### About this task
Look through the material for lines with the word "bends", and copy each one.

### Dataset excerpts
=== Begin Enclosure ===

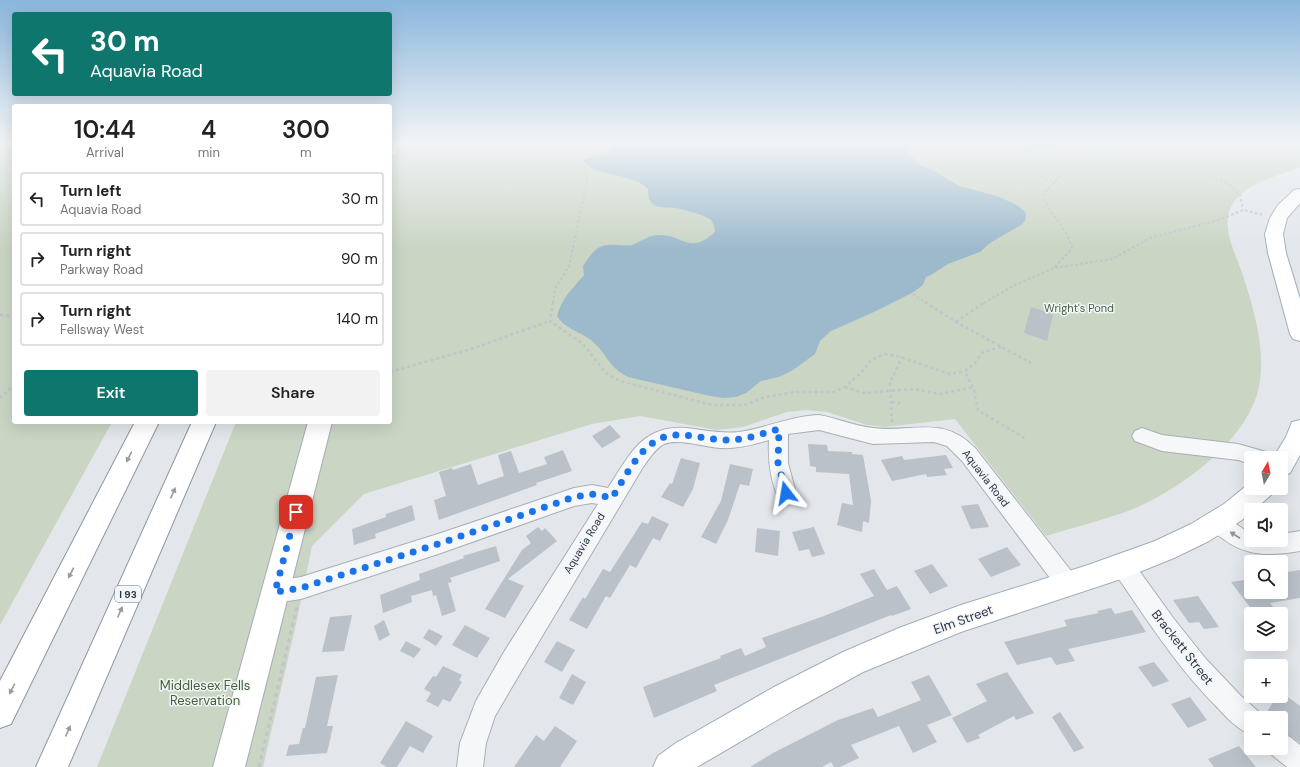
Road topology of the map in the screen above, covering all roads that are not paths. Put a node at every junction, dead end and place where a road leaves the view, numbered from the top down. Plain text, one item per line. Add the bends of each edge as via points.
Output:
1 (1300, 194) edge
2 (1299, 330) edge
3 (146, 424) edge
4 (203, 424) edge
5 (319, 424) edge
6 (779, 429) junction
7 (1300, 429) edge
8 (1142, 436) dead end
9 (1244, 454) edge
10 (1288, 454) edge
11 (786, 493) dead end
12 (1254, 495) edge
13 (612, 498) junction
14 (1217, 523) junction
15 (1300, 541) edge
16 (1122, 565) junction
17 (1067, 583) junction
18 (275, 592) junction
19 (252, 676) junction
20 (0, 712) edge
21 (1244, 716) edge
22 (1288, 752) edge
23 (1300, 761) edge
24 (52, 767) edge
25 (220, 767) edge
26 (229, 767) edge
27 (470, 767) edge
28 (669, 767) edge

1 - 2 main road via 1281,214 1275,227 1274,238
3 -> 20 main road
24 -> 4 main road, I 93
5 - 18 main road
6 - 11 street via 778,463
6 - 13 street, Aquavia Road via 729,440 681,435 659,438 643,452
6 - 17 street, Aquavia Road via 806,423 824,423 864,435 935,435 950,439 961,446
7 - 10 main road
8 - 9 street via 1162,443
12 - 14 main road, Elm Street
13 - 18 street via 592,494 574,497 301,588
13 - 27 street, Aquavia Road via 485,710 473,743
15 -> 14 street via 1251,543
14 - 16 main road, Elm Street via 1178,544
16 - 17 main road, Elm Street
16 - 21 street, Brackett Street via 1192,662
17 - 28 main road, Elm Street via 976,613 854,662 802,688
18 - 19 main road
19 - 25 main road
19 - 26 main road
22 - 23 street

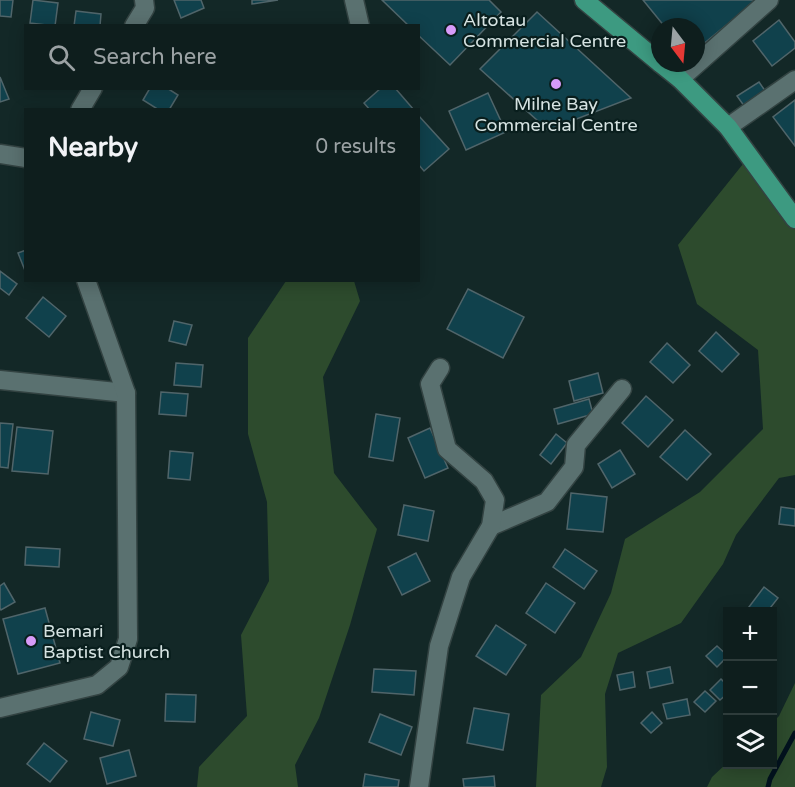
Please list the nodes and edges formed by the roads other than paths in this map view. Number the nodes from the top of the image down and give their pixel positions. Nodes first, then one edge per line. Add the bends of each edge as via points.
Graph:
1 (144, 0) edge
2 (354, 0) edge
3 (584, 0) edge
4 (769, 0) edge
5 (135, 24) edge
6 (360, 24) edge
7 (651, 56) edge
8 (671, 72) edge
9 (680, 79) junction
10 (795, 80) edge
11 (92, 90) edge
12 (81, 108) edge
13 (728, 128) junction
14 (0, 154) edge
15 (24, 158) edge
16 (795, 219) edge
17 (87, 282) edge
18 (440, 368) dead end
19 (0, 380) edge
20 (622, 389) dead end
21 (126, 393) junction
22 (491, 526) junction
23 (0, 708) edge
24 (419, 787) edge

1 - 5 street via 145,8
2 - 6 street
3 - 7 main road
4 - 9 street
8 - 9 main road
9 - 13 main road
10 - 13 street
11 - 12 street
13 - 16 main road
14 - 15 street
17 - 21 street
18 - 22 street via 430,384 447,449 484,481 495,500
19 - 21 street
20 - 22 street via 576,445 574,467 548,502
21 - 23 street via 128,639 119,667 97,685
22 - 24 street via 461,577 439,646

=== End Enclosure ===
=== Begin Enclosure ===

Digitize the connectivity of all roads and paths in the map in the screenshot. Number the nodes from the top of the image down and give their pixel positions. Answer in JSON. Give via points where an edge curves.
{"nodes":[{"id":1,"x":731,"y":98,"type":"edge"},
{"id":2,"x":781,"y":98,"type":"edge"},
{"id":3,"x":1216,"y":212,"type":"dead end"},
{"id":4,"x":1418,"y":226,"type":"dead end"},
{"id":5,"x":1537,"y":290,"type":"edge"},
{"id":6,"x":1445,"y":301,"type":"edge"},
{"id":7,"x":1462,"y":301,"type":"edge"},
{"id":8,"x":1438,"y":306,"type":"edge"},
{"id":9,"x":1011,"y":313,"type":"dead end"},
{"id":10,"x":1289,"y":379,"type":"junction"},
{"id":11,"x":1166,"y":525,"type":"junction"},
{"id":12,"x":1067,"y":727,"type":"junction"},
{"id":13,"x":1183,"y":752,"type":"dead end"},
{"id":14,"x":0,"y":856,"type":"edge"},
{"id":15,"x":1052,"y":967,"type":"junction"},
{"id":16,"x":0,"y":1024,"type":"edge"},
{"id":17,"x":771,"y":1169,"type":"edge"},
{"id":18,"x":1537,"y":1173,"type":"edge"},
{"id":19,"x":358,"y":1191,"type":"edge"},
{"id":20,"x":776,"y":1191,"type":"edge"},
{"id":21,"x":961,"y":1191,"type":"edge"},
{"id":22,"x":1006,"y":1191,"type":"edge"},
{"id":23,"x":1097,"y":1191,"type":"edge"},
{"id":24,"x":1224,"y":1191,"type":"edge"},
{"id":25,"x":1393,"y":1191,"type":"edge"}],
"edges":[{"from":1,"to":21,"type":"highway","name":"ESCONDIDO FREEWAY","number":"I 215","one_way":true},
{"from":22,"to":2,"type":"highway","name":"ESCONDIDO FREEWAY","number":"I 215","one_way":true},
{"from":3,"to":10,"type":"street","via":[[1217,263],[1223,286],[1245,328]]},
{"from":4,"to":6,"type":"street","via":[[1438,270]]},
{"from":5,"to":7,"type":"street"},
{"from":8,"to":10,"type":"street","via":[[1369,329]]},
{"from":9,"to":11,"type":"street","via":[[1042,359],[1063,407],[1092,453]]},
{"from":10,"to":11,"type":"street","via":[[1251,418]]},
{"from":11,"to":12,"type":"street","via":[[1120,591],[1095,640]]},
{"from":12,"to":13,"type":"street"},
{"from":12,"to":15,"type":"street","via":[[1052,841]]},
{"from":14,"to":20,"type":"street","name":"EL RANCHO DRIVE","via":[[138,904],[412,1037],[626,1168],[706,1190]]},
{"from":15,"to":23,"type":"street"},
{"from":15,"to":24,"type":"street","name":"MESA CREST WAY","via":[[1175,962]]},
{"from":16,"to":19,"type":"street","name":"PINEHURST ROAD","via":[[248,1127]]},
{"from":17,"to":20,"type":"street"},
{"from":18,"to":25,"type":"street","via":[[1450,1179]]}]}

=== End Enclosure ===
=== Begin Enclosure ===

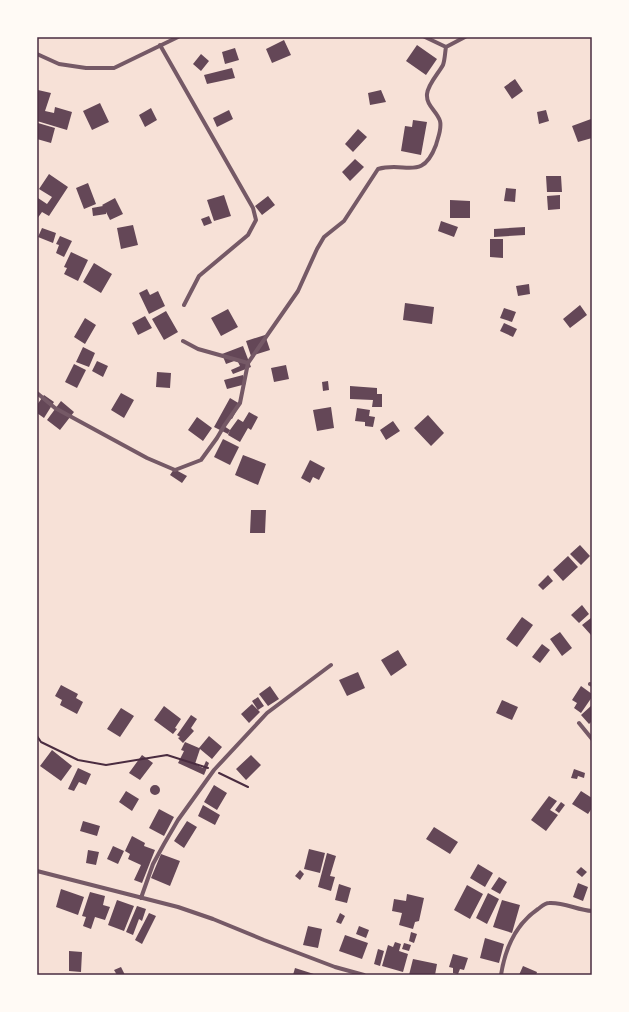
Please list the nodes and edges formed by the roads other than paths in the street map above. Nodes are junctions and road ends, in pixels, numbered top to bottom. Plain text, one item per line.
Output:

=== End Enclosure ===

### Answer for this exercise
Road topology of the map in the screen above, covering all roads that are not paths. Put a node at every junction, dead end and place where a road leaves the view, numbered from the top down. Plain text, one item per line. Add the bends of each edge as via points.
Please list the nodes and edges formed by the roads other than paths in this map view. Number the nodes from the top of the image down and give their pixel positions. Nodes first, then one edge per line. Add the bends of each edge as via points.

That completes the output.